===== Data for review
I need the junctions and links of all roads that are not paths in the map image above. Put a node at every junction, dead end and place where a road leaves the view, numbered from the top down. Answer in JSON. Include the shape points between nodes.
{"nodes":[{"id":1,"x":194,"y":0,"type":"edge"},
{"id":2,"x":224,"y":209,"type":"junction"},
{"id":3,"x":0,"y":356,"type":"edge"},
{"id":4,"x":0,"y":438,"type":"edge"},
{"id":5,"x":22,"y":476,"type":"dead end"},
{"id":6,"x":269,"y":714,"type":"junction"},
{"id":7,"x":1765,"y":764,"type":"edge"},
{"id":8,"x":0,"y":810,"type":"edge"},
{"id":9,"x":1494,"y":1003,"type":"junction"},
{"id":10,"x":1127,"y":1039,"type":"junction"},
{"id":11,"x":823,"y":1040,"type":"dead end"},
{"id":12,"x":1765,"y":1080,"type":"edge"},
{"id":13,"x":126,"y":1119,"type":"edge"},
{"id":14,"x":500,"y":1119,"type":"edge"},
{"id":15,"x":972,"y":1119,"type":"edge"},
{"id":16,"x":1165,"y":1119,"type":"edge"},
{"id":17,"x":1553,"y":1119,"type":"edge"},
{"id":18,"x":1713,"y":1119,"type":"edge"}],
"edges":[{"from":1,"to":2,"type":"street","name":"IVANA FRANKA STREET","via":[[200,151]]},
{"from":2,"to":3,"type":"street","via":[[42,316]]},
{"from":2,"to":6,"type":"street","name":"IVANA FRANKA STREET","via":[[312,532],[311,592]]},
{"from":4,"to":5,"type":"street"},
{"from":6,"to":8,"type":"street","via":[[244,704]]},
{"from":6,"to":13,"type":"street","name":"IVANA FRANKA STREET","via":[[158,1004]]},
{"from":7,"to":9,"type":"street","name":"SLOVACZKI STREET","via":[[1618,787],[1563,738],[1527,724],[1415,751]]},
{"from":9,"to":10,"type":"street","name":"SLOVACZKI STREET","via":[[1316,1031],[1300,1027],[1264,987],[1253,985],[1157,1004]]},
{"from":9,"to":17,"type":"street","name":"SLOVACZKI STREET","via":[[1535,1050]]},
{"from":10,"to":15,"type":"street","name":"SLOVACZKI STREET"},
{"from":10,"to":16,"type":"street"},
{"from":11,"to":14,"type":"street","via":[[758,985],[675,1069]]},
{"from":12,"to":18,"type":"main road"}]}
==========
### Work request
The full data must appear again, retyped in every detail.

### Task answer
I need the junctions and links of all roads that are not paths in the map image above. Put a node at every junction, dead end and place where a road leaves the view, numbered from the top down. Answer in JSON. Include the shape points between nodes.
{"nodes":[{"id":1,"x":194,"y":0,"type":"edge"},
{"id":2,"x":224,"y":209,"type":"junction"},
{"id":3,"x":0,"y":356,"type":"edge"},
{"id":4,"x":0,"y":438,"type":"edge"},
{"id":5,"x":22,"y":476,"type":"dead end"},
{"id":6,"x":269,"y":714,"type":"junction"},
{"id":7,"x":1765,"y":764,"type":"edge"},
{"id":8,"x":0,"y":810,"type":"edge"},
{"id":9,"x":1494,"y":1003,"type":"junction"},
{"id":10,"x":1127,"y":1039,"type":"junction"},
{"id":11,"x":823,"y":1040,"type":"dead end"},
{"id":12,"x":1765,"y":1080,"type":"edge"},
{"id":13,"x":126,"y":1119,"type":"edge"},
{"id":14,"x":500,"y":1119,"type":"edge"},
{"id":15,"x":972,"y":1119,"type":"edge"},
{"id":16,"x":1165,"y":1119,"type":"edge"},
{"id":17,"x":1553,"y":1119,"type":"edge"},
{"id":18,"x":1713,"y":1119,"type":"edge"}],
"edges":[{"from":1,"to":2,"type":"street","name":"IVANA FRANKA STREET","via":[[200,151]]},
{"from":2,"to":3,"type":"street","via":[[42,316]]},
{"from":2,"to":6,"type":"street","name":"IVANA FRANKA STREET","via":[[312,532],[311,592]]},
{"from":4,"to":5,"type":"street"},
{"from":6,"to":8,"type":"street","via":[[244,704]]},
{"from":6,"to":13,"type":"street","name":"IVANA FRANKA STREET","via":[[158,1004]]},
{"from":7,"to":9,"type":"street","name":"SLOVACZKI STREET","via":[[1618,787],[1563,738],[1527,724],[1415,751]]},
{"from":9,"to":10,"type":"street","name":"SLOVACZKI STREET","via":[[1316,1031],[1300,1027],[1264,987],[1253,985],[1157,1004]]},
{"from":9,"to":17,"type":"street","name":"SLOVACZKI STREET","via":[[1535,1050]]},
{"from":10,"to":15,"type":"street","name":"SLOVACZKI STREET"},
{"from":10,"to":16,"type":"street"},
{"from":11,"to":14,"type":"street","via":[[758,985],[675,1069]]},
{"from":12,"to":18,"type":"main road"}]}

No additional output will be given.